<<<<
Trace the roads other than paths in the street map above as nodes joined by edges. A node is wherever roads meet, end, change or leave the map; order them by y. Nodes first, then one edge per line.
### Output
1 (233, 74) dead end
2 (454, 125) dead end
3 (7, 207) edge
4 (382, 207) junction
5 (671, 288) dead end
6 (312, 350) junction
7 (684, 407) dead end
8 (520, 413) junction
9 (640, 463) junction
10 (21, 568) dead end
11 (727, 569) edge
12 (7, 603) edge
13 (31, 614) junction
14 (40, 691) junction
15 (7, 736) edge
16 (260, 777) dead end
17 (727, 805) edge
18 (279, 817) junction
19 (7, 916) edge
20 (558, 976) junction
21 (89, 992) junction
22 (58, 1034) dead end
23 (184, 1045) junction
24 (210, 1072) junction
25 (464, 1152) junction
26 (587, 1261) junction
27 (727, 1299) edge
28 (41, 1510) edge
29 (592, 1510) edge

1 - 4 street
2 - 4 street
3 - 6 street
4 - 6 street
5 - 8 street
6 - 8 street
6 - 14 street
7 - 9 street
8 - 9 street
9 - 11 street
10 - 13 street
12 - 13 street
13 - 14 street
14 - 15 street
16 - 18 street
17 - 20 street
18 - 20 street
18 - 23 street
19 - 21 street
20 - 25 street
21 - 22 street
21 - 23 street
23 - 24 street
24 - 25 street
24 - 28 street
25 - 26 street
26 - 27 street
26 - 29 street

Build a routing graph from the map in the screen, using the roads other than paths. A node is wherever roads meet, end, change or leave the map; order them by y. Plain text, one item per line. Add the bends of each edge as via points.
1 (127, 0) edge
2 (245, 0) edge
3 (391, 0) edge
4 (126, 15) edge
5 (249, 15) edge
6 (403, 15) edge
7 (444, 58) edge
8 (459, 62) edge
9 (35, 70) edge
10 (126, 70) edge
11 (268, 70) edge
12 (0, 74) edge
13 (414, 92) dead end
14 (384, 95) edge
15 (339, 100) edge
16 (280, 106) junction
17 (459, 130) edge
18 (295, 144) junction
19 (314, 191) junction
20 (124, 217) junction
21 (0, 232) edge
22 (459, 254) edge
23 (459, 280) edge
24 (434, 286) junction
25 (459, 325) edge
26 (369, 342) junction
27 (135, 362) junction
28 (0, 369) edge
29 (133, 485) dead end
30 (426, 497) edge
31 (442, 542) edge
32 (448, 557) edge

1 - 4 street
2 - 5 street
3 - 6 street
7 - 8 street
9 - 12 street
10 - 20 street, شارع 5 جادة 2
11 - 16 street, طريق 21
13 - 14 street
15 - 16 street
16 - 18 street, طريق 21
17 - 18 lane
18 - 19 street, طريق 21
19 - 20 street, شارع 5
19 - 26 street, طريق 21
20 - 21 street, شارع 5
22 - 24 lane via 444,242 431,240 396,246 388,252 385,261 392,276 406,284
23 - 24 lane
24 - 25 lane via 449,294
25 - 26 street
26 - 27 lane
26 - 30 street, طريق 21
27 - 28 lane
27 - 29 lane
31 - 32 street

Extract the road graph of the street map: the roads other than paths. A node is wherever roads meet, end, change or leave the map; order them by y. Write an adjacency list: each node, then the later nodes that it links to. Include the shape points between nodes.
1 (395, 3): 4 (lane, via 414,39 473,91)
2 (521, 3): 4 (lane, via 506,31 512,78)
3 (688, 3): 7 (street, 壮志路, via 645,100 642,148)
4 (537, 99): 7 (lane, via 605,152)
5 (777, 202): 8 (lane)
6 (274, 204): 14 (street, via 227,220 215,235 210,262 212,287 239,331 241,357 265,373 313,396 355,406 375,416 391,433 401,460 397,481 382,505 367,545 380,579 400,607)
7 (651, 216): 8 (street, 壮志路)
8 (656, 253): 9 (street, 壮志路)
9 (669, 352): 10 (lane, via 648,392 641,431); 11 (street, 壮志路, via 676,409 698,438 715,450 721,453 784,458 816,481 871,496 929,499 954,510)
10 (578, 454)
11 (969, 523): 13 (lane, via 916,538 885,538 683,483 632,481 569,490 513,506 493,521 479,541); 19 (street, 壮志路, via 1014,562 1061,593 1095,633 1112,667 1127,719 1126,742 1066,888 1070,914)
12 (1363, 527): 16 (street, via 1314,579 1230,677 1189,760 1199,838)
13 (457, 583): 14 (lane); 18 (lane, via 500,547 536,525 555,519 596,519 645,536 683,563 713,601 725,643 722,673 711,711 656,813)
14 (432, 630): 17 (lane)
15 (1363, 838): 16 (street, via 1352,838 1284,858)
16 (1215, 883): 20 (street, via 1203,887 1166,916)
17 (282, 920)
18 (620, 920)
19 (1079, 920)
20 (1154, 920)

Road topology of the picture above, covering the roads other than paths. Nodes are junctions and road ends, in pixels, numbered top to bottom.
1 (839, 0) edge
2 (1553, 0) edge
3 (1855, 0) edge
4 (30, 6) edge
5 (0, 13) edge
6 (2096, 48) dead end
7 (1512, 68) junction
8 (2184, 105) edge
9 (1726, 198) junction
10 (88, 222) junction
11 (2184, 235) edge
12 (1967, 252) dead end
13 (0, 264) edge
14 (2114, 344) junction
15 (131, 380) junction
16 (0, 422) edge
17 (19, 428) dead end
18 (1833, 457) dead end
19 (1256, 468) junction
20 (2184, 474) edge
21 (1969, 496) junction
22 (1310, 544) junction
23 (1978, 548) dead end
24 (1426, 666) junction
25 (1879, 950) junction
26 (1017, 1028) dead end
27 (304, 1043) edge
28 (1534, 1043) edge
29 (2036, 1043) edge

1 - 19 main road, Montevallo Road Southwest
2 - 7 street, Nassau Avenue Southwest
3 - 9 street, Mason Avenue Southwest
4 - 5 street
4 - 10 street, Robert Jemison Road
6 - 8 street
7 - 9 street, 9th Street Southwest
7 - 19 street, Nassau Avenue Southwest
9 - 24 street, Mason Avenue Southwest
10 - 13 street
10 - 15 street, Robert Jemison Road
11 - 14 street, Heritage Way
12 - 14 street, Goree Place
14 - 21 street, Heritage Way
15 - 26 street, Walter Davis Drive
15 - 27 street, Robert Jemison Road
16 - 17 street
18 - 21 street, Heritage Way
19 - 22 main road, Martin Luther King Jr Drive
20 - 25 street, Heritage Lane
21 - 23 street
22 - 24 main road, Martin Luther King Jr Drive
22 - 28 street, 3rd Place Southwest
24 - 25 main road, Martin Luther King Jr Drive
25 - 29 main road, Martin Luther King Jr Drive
>>>>
## Task to complete
The word "Drive" is the filter: copy every line of the listing above that contains it.

## Expected answer
15 - 26 street, Walter Davis Drive
19 - 22 main road, Martin Luther King Jr Drive
22 - 24 main road, Martin Luther King Jr Drive
24 - 25 main road, Martin Luther King Jr Drive
25 - 29 main road, Martin Luther King Jr Drive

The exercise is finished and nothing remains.